I take a guess at whether the headline number will beat or miss the consensus based on the real time data on withholding taxes collected daily by the Treasury. I report this data in two charts each week in the Professional Edition.
The BLS data is based on a survey of employers as of the 12th of the month. Since withholding taxes are collected and paid to the government a week or two following the employment period, the collections for the two weeks after the week of the 12th of the month would be the relevant period. That data for August showed a year to year gain of 14.5%.
That number includes the impact of the tax increase that went into effect at the beginning of the year, as well as any wage increases and increases in variable compensation such as commissions and bonuses. I’ve previously estimated the effect of the tax increase to be 7% based on a simple before and after analysis. Then I adjust for the recent BLS data on compensation inflation which has been near 2%.
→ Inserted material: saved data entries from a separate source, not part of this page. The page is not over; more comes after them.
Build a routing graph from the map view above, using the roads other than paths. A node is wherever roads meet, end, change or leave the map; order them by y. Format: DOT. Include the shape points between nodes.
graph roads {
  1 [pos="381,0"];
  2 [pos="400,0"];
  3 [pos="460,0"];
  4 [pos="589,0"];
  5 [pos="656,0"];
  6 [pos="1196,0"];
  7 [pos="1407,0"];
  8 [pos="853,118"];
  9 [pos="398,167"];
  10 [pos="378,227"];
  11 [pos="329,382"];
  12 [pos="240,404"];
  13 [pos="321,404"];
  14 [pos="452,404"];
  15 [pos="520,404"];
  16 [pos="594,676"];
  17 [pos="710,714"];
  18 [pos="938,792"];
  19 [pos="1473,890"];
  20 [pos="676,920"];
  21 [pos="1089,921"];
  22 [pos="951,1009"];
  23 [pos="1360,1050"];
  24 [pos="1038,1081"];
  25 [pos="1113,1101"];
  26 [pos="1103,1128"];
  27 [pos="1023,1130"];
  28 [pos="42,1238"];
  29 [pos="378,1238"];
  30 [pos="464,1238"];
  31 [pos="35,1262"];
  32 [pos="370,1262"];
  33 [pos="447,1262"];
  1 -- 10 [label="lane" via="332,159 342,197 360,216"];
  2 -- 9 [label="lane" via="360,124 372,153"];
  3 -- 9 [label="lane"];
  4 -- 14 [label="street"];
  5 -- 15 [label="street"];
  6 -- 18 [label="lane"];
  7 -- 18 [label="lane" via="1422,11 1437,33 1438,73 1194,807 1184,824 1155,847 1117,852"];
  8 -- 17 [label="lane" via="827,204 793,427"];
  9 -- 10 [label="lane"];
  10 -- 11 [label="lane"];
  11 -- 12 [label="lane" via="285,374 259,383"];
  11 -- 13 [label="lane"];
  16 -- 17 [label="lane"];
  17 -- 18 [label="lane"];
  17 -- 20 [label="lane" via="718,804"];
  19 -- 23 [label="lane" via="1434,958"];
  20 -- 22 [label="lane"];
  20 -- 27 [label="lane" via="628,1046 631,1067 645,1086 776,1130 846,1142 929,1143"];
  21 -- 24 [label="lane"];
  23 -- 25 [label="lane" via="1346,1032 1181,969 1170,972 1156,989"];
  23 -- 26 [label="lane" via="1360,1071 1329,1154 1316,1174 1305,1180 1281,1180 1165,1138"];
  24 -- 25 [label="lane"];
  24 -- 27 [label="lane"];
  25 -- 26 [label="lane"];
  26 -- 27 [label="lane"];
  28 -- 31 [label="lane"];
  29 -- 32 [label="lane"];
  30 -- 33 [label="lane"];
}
That leaves a gain of 5% year over year, which is huge. Some of that is probably due to increased commission income and other variable income, but it’s still a mind boggling number which suggests a much greater year over year gain in payrolls than the implied consensus estimate of +1.7%. It means that the consensus guesstimate of a gain of 177,000 jobs in August is probably too low.
Given the fictitious nature of the seasonally adjusted number, guessing first release for any month is really a crapshoot. The consensus guesses are virtually always within the statistical margin of error, but traders seem to always be expecting a bullseye, which if it happens, would be a strictly random event.
So the market usually reacts one way or another to a non statistically significant miss well within the margin of error. It’s stupid, but the market doesn’t have a brain, contrary to what many pundits would have you believe. Market reactions to news today are mostly just a bunch of trading programs trying to steal nano-decimals from each other. Garbage.
July’s number will probably be revised down because the withholding data for July suggested a much weaker number for that month than the gain that was reported. What the first release for August holds is anybody’s guess, and the consensus guesstimate is as good as any. But based on the extremely strong withholding data for August, my money would have to be on a “beat.”
In terms of trading, a beat should be bearish. It would support the idea that the Fed will taper QE in September, which would reduce its support for stock prices. Also, economists would likely raise their estimates of economic growth. That, combined with the expectation of less QE would be really bearish for the Treasury market, where yields could break out above 3%.
Friday could be one of those days where good economic news is bad news for the markets.